Task goal: Pull every line containing "pixels" from the entries.

Material provided:
----
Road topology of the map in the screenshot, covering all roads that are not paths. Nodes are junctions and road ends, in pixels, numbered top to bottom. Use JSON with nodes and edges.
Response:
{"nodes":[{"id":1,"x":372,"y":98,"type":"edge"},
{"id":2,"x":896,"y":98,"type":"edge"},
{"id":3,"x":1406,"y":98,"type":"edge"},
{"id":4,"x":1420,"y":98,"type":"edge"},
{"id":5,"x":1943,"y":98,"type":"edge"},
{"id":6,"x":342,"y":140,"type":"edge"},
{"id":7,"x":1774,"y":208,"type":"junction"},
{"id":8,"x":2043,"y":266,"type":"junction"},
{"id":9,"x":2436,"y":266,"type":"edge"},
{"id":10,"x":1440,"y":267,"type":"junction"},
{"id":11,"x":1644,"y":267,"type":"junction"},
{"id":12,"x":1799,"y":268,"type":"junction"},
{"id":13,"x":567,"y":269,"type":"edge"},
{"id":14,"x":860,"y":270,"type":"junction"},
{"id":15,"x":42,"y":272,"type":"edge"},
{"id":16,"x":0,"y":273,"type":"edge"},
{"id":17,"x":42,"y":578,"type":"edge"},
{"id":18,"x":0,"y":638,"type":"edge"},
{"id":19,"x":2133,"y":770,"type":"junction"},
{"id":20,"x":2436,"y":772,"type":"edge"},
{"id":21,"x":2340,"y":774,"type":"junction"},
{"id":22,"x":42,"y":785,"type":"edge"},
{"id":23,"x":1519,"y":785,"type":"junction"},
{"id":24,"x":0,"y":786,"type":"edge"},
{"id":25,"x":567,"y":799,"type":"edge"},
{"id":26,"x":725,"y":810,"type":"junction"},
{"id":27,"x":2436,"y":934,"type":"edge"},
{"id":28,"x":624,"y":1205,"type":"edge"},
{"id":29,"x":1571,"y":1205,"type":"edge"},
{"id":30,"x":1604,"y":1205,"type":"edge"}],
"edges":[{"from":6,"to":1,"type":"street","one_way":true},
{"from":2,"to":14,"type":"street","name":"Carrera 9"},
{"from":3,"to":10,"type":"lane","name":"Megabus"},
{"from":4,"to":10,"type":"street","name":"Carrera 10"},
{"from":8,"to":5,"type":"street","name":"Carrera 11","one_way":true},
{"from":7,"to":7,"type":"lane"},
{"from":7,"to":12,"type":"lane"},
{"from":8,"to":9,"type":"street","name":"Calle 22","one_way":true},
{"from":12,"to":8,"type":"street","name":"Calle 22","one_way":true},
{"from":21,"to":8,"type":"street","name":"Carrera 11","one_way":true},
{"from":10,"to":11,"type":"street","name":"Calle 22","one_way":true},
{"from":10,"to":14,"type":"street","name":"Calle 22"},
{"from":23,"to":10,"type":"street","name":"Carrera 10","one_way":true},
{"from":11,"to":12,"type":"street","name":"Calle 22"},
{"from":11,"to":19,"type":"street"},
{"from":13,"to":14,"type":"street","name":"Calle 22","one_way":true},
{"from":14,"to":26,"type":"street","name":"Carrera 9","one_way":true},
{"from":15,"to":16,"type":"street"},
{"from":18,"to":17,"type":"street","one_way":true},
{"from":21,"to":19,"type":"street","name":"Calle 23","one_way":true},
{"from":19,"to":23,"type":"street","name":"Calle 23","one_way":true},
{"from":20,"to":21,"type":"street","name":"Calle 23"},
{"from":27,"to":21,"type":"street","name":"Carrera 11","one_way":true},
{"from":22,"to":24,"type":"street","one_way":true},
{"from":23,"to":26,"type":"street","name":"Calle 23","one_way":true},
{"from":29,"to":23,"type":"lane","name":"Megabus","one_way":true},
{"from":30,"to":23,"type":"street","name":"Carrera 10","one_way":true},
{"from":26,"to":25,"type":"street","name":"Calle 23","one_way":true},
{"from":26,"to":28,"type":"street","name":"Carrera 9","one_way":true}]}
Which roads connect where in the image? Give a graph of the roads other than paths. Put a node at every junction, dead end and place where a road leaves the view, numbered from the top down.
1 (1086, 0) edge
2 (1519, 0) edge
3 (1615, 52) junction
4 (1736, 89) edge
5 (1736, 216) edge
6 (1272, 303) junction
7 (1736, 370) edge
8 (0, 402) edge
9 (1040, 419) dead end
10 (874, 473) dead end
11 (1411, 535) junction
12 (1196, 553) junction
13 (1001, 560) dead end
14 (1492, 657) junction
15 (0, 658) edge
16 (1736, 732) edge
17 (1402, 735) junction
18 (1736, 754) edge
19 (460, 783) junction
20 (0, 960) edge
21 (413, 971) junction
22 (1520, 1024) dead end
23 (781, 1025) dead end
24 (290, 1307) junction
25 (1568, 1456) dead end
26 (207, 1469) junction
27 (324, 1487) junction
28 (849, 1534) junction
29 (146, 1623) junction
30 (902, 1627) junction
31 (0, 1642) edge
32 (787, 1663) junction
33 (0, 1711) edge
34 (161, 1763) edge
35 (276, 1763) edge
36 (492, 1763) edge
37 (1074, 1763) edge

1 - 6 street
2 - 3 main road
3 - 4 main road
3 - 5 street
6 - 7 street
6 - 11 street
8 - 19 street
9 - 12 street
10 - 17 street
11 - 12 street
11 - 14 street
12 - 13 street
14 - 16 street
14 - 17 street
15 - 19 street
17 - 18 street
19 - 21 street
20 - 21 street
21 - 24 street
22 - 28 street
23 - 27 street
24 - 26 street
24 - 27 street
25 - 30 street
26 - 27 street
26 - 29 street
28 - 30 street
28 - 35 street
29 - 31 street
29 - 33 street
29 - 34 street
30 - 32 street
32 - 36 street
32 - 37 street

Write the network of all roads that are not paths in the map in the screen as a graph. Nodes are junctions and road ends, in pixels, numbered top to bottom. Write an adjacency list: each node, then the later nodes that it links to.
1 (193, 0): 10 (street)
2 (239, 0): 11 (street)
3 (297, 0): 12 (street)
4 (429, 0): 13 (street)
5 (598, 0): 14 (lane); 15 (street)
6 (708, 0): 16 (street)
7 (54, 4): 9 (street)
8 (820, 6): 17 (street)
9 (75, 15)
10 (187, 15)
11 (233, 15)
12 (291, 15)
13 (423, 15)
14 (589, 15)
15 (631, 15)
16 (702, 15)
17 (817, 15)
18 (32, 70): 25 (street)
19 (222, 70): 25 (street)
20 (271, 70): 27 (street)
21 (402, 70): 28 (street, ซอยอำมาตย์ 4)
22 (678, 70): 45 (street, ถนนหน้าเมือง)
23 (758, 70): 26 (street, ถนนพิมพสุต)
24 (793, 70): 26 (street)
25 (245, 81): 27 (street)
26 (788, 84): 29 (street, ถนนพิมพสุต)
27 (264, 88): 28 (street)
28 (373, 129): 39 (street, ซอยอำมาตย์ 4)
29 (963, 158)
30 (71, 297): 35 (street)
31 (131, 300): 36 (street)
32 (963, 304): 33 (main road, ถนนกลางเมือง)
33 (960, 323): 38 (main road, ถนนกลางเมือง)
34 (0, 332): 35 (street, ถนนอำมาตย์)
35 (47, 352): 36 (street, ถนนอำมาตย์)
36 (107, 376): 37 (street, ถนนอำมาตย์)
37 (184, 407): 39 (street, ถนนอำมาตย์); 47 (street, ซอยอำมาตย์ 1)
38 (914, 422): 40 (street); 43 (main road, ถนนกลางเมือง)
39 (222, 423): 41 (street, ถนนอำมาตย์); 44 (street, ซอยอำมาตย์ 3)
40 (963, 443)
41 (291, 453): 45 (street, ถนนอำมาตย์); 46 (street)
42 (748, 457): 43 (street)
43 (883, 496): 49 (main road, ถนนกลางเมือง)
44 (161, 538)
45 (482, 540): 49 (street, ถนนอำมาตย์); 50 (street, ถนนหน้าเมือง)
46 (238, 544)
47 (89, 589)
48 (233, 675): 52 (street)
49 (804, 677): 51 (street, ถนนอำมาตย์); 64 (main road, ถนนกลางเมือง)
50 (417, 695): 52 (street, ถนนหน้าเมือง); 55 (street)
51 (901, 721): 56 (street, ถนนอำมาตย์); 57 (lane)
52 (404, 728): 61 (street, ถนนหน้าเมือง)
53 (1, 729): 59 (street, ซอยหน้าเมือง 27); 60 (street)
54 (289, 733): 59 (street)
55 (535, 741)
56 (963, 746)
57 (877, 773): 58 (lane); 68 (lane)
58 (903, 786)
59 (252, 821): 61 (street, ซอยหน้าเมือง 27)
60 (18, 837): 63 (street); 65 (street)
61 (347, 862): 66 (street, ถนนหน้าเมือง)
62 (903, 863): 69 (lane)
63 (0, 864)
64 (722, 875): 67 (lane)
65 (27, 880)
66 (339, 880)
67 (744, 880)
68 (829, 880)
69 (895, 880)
----
Solution:
Road topology of the map in the screenshot, covering all roads that are not paths. Nodes are junctions and road ends, in pixels, numbered top to bottom. Use JSON with nodes and edges.
Write the network of all roads that are not paths in the map in the screen as a graph. Nodes are junctions and road ends, in pixels, numbered top to bottom. Write an adjacency list: each node, then the later nodes that it links to.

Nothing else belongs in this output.